Problem statement: Copy out every line below without alteration.
[Start of Attachment]
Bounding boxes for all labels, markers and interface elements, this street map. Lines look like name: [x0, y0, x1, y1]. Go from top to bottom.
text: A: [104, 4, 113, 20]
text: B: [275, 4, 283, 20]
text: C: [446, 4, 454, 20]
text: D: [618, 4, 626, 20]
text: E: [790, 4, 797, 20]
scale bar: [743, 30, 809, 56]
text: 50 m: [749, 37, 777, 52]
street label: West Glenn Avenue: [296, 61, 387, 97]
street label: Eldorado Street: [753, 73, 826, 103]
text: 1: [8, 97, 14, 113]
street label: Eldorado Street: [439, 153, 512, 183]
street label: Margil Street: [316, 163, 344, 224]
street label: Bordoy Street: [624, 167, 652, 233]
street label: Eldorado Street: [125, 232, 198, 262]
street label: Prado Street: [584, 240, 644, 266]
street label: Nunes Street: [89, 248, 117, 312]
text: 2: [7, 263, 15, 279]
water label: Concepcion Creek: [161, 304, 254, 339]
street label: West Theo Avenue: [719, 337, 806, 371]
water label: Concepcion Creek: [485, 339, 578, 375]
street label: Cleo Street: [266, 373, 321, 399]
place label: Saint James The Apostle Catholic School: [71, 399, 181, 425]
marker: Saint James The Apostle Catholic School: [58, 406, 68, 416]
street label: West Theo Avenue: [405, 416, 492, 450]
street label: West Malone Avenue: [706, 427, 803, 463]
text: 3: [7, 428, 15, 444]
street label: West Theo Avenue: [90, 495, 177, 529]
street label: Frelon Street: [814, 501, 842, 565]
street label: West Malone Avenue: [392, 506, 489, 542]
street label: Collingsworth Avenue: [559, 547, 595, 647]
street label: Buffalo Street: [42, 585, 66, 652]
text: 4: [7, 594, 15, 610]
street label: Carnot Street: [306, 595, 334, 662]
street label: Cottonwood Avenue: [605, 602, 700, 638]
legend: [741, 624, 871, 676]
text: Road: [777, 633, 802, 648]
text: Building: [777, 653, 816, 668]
[End of Attachment]
Task answer:
Bounding boxes for all labels, markers and interface elements, this street map. Lines look like name: [x0, y0, x1, y1]. Go from top to bottom.
text: A: [104, 4, 113, 20]
text: B: [275, 4, 283, 20]
text: C: [446, 4, 454, 20]
text: D: [618, 4, 626, 20]
text: E: [790, 4, 797, 20]
scale bar: [743, 30, 809, 56]
text: 50 m: [749, 37, 777, 52]
street label: West Glenn Avenue: [296, 61, 387, 97]
street label: Eldorado Street: [753, 73, 826, 103]
text: 1: [8, 97, 14, 113]
street label: Eldorado Street: [439, 153, 512, 183]
street label: Margil Street: [316, 163, 344, 224]
street label: Bordoy Street: [624, 167, 652, 233]
street label: Eldorado Street: [125, 232, 198, 262]
street label: Prado Street: [584, 240, 644, 266]
street label: Nunes Street: [89, 248, 117, 312]
text: 2: [7, 263, 15, 279]
water label: Concepcion Creek: [161, 304, 254, 339]
street label: West Theo Avenue: [719, 337, 806, 371]
water label: Concepcion Creek: [485, 339, 578, 375]
street label: Cleo Street: [266, 373, 321, 399]
place label: Saint James The Apostle Catholic School: [71, 399, 181, 425]
marker: Saint James The Apostle Catholic School: [58, 406, 68, 416]
street label: West Theo Avenue: [405, 416, 492, 450]
street label: West Malone Avenue: [706, 427, 803, 463]
text: 3: [7, 428, 15, 444]
street label: West Theo Avenue: [90, 495, 177, 529]
street label: Frelon Street: [814, 501, 842, 565]
street label: West Malone Avenue: [392, 506, 489, 542]
street label: Collingsworth Avenue: [559, 547, 595, 647]
street label: Buffalo Street: [42, 585, 66, 652]
text: 4: [7, 594, 15, 610]
street label: Carnot Street: [306, 595, 334, 662]
street label: Cottonwood Avenue: [605, 602, 700, 638]
legend: [741, 624, 871, 676]
text: Road: [777, 633, 802, 648]
text: Building: [777, 653, 816, 668]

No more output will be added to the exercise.